'Hür Demokrat Parti (FDP)'

Alman Liberalizminin Tartışmalı İkonu Jürgen Möllemann Kimdir?

Parlak bir profil olarak siyasete atılan Jürgen Möllemann, dış politikada sınırları zorlayan ve tartışmalı çıkışlarıyla tanınan bir figürdü. Möllemann’ın FDP saflarındaki siyasi kariyerini, İsrail konusundaki tepki çeken dış politika eleştirilerini, karıştığı skandalları ve tutkusu olan paraşütle atlama sporu sırasındaki ölümünü mercek altına aldık.

Fotoğraf: Ingo Kramer, info@volmefoto.de - Wikimedia Commons. Değişiklikler: Perspektif.

5 Haziran 2003’te Jürgen Möllemann, açık bir havada Marl yakınlarında daha önce defalarca yaptığı atlayışlara yeni bir tanesini eklemek üzere bir uçaktan paraşütle atladı. Deneyimli bir hava sporcusuydu ve 100’ün üzerinde atlayış gerçekleştirmişti. Fakat o gün, açtığı paraşütünü, kısa süre sonra bilinçli şekilde serbest bıraktı. Yedek paraşütü ise zamanında devreye giremedi ve yere çakılarak can verdi. Dokunulmazlığının kaldırıldığı gün bu şekilde ölmesi, Almanya Federal Cumhuriyeti’ni şoke eden bir haberdi. “Bu bir intihar mı, yoksa bir kaza mıydı?” sorusuna net bir yanıt verilemedi. Hür Demokrat Partinin (FDP) öne çıkan parlak isimlerinden biri ve siyasi bir provokatör olan eski Ekonomi Bakanı Möllemann, öldüğünde 58 yaşındaydı.

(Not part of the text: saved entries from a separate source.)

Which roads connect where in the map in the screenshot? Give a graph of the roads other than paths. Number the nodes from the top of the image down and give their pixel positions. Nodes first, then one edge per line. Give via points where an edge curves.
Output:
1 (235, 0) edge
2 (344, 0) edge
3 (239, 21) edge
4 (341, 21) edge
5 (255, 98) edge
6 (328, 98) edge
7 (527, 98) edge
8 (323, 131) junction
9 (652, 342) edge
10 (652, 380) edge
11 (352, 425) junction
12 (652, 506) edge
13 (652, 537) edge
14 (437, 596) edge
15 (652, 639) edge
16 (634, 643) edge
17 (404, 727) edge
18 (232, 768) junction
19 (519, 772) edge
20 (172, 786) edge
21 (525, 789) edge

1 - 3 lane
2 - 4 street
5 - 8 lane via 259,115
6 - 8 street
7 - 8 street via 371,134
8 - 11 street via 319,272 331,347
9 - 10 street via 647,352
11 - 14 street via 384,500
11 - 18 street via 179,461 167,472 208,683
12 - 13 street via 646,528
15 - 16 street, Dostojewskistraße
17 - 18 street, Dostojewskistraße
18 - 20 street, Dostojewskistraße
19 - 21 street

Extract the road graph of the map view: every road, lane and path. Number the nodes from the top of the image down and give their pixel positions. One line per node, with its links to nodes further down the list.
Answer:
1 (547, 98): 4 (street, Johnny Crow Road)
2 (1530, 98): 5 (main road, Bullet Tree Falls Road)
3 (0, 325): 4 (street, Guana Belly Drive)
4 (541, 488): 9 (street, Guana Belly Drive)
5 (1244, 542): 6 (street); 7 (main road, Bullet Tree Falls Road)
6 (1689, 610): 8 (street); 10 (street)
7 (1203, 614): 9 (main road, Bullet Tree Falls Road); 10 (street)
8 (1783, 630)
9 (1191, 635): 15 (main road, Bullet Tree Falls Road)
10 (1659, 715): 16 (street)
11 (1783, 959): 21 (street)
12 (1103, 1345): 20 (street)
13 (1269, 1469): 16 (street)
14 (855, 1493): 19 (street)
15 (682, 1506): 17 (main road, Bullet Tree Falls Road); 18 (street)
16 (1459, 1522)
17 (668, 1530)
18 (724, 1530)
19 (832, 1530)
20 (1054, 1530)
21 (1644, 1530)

Her zaman kutuplaştırıcı bir figür olan Möllemann, siyaset sahnesinde hızlı yükselen kişilerden biriydi. Parlak bir hatip, rahatsız edici bir eleştirmen, sınırları zorlayan bir siyasetçi ve nihayetinde trajik bir figür. Möllemann, Almanya’da liberal siyasetin güçlendiği 1970’lerden 2000’lerdeki dış politika ihtilaflarına kadar uzanan dönemde, 1945’ten sonraki Almanya tarihinin temel gerilimlerini yansıtıyor. Şubat 2025’teki Federal Meclis Seçimlerinde barajın altında kalan ve geleceği belirsizlik içinde olan FDP’nin eski simgesel yüzlerinden biri olan Möllemann’ın portresine ve İsrail devletine yönelik eleştirel tavrı nedeniyle karşılaştığı tepkilerin siyasi kariyeri üzerindeki etkisine yakından bakalım.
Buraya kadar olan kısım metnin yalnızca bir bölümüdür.